Quinine was used historically, however the development of more effective alternatives such as quinacrine, chloroquine, and primaquine in the 20th century reduced its use. Today, quinine is not generally used for prophylaxis. The use of prophylactic drugs where malaria-bearing mosquitoes are present may encourage the development of partial immunity.
Efforts to eradicate malaria by eliminating mosquitoes have been successful in some areas. Malaria was once common in the United States and southern Europe, but vector control programs, in conjunction with the monitoring and treatment of infected humans, eliminated it from those regions. In some areas, the draining of wetland breeding grounds and better sanitation were adequate. Malaria was eliminated from most parts of the USA in the early 20th century by such methods, and the use of the pesticide DDT and other means eliminated it from the remaining pockets in the South by 1951 (see National Malaria Eradication Program). In 2002, there were 1,059 cases of malaria reported in the US, including eight deaths, but in only five of those cases was the disease contracted in the United States.
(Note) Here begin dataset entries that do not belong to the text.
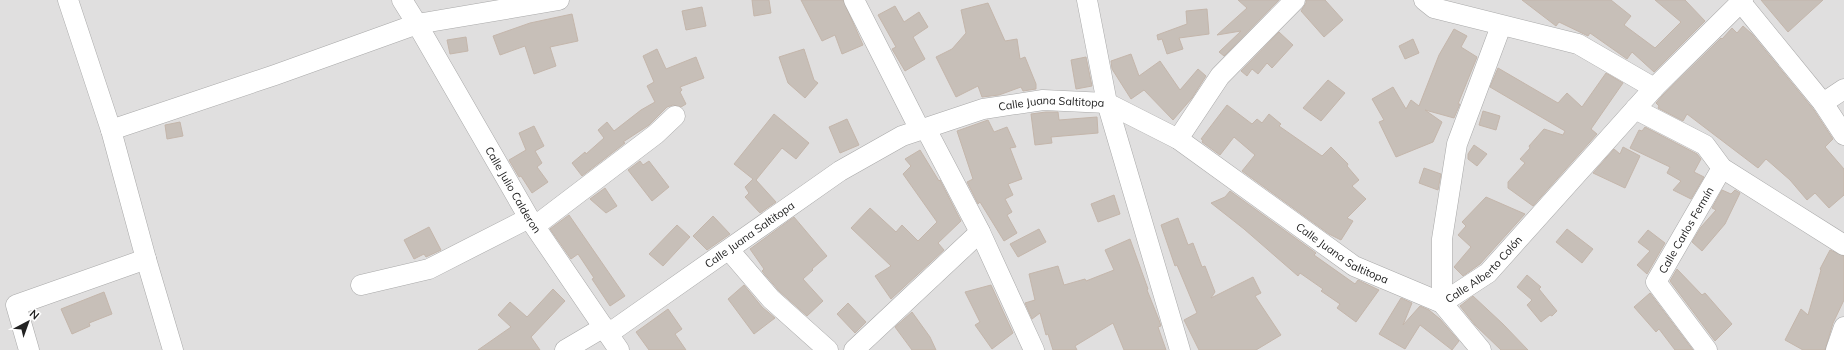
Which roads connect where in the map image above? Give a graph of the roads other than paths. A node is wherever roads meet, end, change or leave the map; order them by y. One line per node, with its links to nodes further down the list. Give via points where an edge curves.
1 (68, 0): 17 (street)
2 (402, 0): 9 (street, Calle Julio Calderon)
3 (559, 0): 9 (street)
4 (854, 0): 18 (street)
5 (1086, 0): 13 (street)
6 (1295, 0): 20 (street, via 1220,76)
7 (1424, 0): 10 (street, via 1434,8)
8 (1741, 1): 11 (street, Calle Alberto Colón); 14 (street)
9 (417, 24): 17 (street); 22 (street, Calle Julio Calderon)
10 (1501, 26): 11 (street, via 1578,44); 28 (street, Calle Alberto Colón, via 1457,144 1442,239)
11 (1654, 88): 15 (street, Calle Alberto Colón)
12 (1844, 89): 14 (street)
13 (1107, 103): 18 (street, Calle Juana Saltitopa, via 1043,100 983,109); 20 (street, Calle Juana Saltitopa); 37 (street)
14 (1823, 103): 19 (street)
15 (1635, 109): 21 (street, via 1705,145); 28 (street, Calle Alberto Colón, via 1488,273)
16 (675, 116): 22 (street, via 656,134)
17 (111, 130): 26 (street)
18 (923, 130): 23 (street); 25 (street, Calle Juana Saltitopa, via 902,136 840,170)
19 (1844, 135)
20 (1178, 139): 28 (street, Calle Juana Saltitopa, via 1354,266)
21 (1722, 168): 24 (street); 39 (street, Calle Carlos Fermín, via 1656,282)
22 (532, 222): 27 (street, via 429,269); 30 (street, Calle Julio Calderon)
23 (980, 232): 35 (street); 36 (street)
24 (1844, 245)
25 (729, 250): 30 (street, Calle Juana Saltitopa); 34 (street, via 771,299)
26 (146, 259): 31 (street, via 16,305); 32 (street)
27 (362, 285)
28 (1442, 303): 38 (street, Calle Juana Saltitopa)
29 (1844, 327): 40 (street)
30 (610, 337): 33 (street, Calle Juana Saltitopa)
31 (29, 350)
32 (173, 350)
33 (565, 350)
34 (828, 350)
35 (854, 350)
36 (1034, 350)
37 (1180, 350)
38 (1481, 350)
39 (1707, 350)
40 (1836, 350)

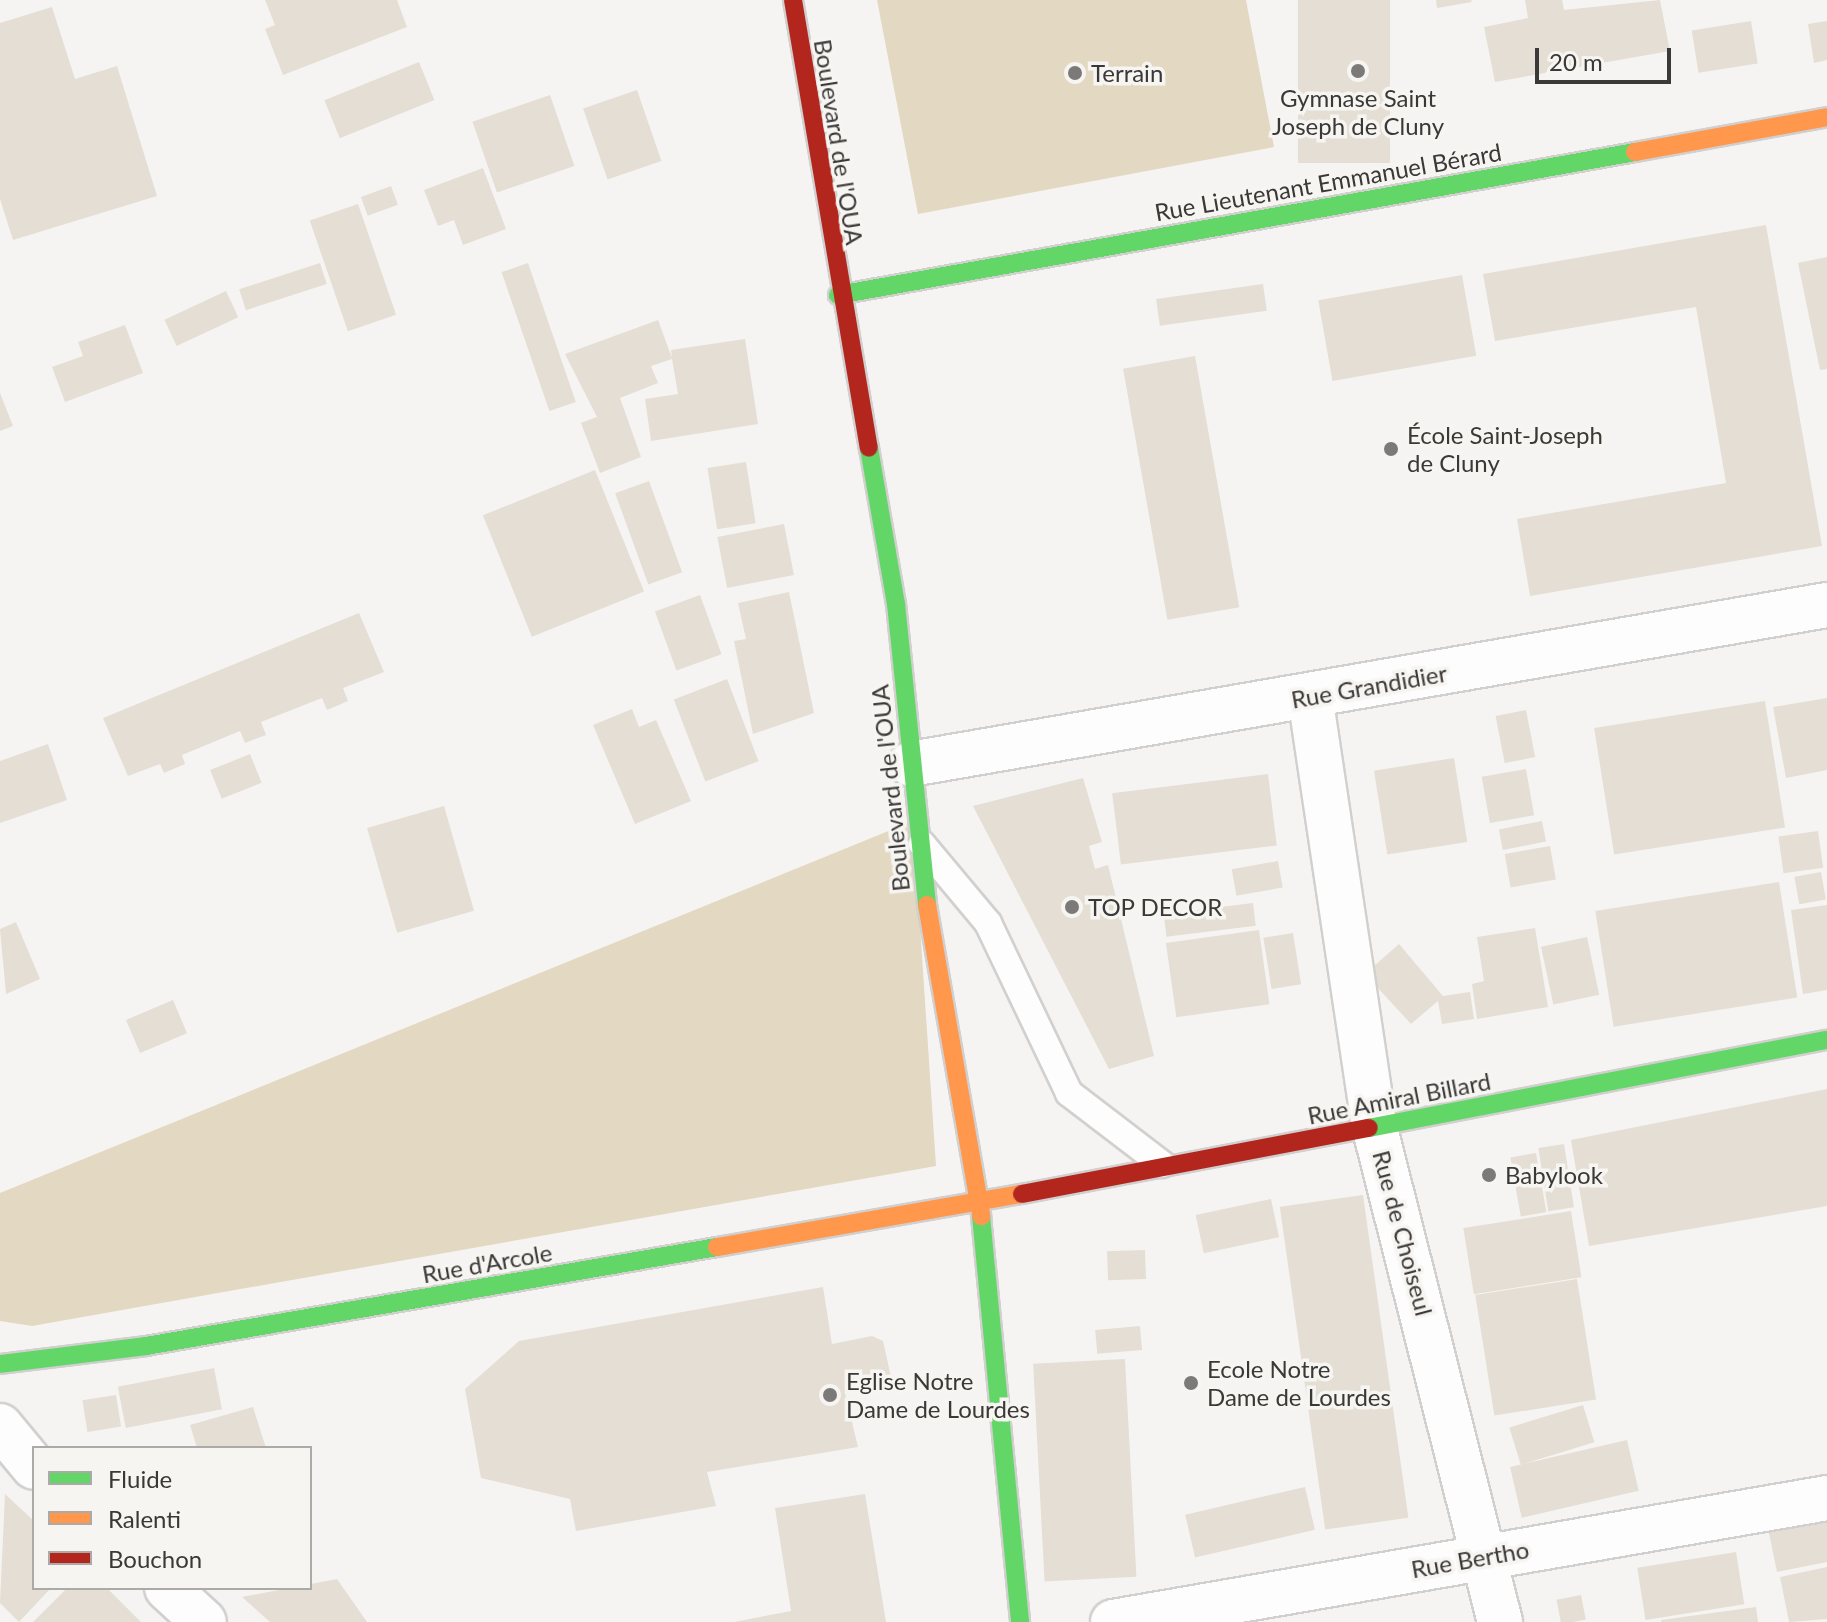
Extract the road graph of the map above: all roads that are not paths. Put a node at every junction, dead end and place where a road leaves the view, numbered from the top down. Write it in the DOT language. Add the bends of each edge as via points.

Before DDT, malaria was successfully eradicated or controlled also in several tropical areas by removing or poisoning the breeding grounds of the mosquitoes or the aquatic habitats of the larva stages, for example by filling or applying oil to places with standing water. These methods have seen little application in Africa for more than half a century.
Sterile insect technique is emerging as a potential mosquito control method. Progress towards transgenic, or genetically modified, insects suggest that wild mosquito populations could be made malaria-resistant. Researchers at Imperial College London created the world's first transgenic malaria mosquito, with the first plasmodium-resistant species announced by a team at Case Western Reserve University in Ohio in 2002. Successful replacement of current populations with a new genetically modified population, relies upon a drive mechanism, such as transposable elements to allow for non-Mendelian inheritance of the gene of interest. However, this approach contains many difficulties and success is a distant prospect.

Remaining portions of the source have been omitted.